Task brief: Among the lines below, how many carry the string "عرفان"? Reply with a number and nothing else.

--- Source data Enclosed Below ---

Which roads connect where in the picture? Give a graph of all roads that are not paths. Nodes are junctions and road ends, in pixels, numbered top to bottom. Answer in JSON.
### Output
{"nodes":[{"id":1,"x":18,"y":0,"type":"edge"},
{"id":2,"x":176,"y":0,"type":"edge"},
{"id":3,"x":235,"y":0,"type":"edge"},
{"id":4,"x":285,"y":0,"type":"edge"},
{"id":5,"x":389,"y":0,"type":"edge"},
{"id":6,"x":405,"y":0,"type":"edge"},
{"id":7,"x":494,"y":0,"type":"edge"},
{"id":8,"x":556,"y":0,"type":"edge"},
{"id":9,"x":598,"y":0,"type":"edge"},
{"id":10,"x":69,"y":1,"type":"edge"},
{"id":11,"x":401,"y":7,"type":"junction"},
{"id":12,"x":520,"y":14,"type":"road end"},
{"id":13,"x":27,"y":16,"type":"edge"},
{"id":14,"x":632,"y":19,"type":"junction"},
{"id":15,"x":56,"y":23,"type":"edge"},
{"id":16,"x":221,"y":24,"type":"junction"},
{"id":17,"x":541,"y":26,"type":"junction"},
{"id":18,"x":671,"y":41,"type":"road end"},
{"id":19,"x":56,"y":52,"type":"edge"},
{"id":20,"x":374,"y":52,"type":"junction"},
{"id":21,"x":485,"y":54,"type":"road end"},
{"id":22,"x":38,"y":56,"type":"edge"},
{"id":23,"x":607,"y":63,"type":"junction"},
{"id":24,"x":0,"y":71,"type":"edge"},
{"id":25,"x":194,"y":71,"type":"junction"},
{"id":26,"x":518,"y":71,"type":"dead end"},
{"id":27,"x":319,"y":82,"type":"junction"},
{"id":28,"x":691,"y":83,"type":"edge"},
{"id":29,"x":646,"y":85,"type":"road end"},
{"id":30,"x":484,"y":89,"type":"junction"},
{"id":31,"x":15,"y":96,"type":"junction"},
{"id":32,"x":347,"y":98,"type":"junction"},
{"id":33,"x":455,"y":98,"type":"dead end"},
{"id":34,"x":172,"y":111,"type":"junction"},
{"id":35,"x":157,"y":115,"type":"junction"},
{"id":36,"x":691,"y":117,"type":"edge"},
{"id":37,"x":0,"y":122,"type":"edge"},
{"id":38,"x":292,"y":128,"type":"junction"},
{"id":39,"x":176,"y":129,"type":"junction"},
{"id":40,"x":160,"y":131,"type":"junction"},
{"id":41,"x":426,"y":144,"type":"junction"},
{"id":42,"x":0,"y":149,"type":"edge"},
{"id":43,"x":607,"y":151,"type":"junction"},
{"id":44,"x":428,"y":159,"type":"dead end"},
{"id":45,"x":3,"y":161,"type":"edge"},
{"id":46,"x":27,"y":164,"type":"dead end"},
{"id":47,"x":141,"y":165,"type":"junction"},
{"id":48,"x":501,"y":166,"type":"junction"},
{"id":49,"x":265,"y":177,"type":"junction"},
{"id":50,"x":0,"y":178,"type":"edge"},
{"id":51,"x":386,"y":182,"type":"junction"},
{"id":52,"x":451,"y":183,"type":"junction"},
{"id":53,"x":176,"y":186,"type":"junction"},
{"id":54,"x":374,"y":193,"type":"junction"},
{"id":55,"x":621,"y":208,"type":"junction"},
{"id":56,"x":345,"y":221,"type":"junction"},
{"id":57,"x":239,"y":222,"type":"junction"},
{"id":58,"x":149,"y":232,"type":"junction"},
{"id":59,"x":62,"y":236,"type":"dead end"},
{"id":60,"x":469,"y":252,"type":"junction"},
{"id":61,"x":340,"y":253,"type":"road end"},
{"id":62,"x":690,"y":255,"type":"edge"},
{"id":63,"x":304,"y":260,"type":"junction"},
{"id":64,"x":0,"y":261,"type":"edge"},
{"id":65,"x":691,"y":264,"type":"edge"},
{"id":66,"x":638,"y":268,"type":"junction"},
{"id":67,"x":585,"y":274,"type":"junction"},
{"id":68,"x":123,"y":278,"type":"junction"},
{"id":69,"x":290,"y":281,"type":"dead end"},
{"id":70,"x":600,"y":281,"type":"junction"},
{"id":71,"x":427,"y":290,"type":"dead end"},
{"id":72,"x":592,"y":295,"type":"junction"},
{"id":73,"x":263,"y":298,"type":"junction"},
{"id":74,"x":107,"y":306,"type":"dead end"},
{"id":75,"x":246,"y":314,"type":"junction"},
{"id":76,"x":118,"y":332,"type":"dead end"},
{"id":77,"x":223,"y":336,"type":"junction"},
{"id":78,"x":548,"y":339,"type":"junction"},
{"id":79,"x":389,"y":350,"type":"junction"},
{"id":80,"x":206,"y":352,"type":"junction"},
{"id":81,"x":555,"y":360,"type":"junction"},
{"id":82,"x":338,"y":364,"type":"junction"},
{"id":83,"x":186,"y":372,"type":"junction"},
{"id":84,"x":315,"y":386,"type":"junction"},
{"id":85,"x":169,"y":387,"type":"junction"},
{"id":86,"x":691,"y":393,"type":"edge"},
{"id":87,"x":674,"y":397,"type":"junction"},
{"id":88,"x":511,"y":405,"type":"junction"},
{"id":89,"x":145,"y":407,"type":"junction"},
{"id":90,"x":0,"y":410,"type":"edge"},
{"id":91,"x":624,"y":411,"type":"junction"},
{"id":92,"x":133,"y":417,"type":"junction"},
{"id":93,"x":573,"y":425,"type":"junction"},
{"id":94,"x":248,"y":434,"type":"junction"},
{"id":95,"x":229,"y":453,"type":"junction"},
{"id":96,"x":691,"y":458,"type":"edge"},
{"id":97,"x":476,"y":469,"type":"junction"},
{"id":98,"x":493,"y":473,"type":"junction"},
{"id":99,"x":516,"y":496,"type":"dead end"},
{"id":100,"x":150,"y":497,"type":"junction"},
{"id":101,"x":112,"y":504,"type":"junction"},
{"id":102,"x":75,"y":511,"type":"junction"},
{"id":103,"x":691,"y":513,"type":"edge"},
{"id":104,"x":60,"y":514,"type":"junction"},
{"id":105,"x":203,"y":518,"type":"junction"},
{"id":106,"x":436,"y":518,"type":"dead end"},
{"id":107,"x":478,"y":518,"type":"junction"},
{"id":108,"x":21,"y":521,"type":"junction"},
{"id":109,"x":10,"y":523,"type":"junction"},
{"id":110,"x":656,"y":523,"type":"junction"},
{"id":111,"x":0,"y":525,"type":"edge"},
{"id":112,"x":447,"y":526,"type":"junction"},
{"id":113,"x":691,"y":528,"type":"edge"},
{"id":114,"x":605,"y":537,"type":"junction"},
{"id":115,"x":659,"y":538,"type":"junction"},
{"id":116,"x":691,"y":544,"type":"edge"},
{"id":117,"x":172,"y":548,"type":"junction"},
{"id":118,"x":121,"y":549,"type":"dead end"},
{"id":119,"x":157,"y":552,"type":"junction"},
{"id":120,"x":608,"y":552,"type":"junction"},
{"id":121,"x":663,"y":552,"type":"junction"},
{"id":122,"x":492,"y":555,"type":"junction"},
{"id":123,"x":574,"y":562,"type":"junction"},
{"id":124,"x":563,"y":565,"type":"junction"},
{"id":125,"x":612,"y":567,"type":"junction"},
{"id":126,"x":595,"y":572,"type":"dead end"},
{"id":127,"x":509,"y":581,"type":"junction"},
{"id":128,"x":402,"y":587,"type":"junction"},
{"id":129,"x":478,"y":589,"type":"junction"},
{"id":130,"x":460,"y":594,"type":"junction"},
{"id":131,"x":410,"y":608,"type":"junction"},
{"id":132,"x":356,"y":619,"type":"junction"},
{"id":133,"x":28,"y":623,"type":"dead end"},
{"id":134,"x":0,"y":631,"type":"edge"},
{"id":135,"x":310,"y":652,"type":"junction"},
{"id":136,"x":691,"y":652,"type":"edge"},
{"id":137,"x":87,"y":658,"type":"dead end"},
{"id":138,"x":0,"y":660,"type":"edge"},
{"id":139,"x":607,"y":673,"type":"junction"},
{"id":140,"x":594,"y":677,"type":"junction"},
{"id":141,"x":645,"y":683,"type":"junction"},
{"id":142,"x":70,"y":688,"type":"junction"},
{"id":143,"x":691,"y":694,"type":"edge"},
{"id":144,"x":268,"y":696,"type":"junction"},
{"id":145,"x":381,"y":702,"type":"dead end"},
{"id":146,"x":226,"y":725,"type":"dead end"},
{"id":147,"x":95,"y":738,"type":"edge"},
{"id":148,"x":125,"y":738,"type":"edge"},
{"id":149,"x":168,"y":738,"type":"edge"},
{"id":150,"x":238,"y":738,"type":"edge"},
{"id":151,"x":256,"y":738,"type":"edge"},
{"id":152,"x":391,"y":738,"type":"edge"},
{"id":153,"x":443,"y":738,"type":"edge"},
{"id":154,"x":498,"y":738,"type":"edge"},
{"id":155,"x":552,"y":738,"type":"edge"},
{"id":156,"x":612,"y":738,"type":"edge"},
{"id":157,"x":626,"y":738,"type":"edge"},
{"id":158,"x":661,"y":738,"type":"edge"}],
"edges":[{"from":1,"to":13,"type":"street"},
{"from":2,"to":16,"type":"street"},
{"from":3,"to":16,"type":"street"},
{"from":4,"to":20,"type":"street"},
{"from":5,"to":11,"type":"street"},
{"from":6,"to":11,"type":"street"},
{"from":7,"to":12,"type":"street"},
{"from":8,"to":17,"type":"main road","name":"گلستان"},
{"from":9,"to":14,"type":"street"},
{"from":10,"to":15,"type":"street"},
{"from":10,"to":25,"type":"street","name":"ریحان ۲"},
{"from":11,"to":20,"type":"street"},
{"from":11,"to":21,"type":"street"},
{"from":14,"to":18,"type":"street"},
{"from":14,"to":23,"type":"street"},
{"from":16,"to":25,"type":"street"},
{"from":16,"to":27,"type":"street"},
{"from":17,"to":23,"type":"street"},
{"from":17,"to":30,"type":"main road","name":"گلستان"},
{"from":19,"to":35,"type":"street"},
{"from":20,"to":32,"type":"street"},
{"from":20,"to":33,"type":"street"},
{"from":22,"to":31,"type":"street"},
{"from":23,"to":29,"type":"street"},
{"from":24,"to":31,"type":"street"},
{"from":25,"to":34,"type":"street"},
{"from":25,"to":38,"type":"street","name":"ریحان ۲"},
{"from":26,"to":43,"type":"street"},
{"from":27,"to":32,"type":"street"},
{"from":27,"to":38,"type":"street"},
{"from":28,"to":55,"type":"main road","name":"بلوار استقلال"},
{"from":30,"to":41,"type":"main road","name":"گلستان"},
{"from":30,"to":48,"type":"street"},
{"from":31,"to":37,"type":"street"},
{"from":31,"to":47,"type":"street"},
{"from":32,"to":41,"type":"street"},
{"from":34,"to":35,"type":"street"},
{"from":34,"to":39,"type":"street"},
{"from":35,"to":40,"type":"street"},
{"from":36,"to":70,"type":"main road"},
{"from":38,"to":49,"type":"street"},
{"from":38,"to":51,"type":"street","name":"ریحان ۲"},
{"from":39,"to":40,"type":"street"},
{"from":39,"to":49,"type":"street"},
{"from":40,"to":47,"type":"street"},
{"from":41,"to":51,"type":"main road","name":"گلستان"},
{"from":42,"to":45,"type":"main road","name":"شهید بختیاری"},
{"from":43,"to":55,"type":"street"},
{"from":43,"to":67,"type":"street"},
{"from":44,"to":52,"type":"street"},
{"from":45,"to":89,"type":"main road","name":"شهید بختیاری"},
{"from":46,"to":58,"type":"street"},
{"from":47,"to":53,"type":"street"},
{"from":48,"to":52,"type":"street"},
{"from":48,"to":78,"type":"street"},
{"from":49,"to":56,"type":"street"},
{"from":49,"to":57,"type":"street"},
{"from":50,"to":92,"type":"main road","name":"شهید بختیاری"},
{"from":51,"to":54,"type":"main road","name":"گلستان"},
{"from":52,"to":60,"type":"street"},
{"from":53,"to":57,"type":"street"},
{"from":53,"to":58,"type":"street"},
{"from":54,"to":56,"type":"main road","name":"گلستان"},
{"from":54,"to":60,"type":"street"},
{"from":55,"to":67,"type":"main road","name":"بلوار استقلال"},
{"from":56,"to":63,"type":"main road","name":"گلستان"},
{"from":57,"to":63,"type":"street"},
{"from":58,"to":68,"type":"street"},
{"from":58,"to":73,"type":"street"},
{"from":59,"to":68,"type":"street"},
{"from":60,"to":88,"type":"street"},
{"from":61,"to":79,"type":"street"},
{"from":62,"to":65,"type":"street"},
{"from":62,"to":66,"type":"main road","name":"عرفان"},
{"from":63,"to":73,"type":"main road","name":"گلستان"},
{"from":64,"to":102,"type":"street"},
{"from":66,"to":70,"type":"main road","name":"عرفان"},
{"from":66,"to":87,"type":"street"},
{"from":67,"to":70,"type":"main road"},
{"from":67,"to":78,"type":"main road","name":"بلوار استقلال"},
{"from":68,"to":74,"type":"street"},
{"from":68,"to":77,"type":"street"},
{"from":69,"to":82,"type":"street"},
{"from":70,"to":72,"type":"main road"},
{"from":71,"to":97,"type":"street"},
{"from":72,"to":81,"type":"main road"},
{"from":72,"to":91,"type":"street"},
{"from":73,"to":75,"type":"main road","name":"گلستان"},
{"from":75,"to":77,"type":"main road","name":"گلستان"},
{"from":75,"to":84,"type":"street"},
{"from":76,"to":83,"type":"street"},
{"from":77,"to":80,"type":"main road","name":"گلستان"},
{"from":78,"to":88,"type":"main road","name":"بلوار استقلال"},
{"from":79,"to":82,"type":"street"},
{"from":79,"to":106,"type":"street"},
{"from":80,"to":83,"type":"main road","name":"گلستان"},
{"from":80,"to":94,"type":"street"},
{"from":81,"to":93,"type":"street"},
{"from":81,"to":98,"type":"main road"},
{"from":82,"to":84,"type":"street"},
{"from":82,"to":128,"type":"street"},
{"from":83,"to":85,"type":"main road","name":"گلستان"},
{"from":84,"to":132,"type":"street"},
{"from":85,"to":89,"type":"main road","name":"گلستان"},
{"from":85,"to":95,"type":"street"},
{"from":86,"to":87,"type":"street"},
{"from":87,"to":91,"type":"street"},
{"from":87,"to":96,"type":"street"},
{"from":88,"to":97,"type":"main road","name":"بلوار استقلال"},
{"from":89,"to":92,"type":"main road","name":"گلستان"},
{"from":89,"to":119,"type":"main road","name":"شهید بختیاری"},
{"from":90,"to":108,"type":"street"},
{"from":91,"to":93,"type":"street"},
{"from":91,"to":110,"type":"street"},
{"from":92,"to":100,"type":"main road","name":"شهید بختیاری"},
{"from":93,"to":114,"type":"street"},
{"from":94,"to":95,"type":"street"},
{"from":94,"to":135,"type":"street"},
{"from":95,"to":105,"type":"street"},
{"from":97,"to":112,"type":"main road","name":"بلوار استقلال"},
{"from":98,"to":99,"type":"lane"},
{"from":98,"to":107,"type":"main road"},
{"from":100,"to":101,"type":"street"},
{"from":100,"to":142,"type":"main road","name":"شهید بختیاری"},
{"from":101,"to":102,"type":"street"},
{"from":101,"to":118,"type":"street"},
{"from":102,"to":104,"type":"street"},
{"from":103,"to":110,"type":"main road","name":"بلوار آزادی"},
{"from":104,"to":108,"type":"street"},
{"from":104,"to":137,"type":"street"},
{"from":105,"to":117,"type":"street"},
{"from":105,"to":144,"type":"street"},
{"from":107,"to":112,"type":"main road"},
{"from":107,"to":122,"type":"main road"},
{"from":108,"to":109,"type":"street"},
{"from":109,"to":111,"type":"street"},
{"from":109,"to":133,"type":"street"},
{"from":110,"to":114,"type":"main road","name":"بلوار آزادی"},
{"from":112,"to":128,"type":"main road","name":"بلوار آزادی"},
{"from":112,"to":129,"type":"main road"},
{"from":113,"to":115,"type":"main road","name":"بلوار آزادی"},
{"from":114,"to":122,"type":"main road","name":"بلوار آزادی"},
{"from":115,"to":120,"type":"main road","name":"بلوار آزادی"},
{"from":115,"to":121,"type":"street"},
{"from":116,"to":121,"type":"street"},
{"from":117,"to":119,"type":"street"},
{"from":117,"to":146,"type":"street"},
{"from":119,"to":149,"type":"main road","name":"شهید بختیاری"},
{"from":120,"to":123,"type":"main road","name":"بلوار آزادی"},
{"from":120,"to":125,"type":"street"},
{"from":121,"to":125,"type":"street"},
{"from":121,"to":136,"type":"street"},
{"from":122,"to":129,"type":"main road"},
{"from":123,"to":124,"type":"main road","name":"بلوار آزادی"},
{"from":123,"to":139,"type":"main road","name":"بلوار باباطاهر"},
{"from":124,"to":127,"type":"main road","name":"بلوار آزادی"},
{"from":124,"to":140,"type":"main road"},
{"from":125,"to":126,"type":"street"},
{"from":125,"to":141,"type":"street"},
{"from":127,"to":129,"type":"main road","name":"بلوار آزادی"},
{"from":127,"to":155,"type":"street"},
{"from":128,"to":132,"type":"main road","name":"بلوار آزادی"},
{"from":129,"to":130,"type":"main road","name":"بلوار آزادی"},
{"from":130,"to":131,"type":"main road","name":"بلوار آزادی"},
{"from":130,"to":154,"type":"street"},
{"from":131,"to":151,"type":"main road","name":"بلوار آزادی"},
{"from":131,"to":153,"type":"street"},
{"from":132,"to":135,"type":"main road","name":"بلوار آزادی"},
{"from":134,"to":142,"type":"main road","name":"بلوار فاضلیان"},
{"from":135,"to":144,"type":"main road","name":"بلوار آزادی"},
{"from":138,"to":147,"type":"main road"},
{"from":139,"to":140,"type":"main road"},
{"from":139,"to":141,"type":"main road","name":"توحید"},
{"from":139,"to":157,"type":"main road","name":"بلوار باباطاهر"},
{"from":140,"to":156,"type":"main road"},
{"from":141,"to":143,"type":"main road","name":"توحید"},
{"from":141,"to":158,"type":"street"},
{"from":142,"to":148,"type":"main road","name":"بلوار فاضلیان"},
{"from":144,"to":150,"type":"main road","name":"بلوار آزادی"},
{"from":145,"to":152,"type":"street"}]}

--- End of Enclosed Source data ---

Reply to the exercise: 2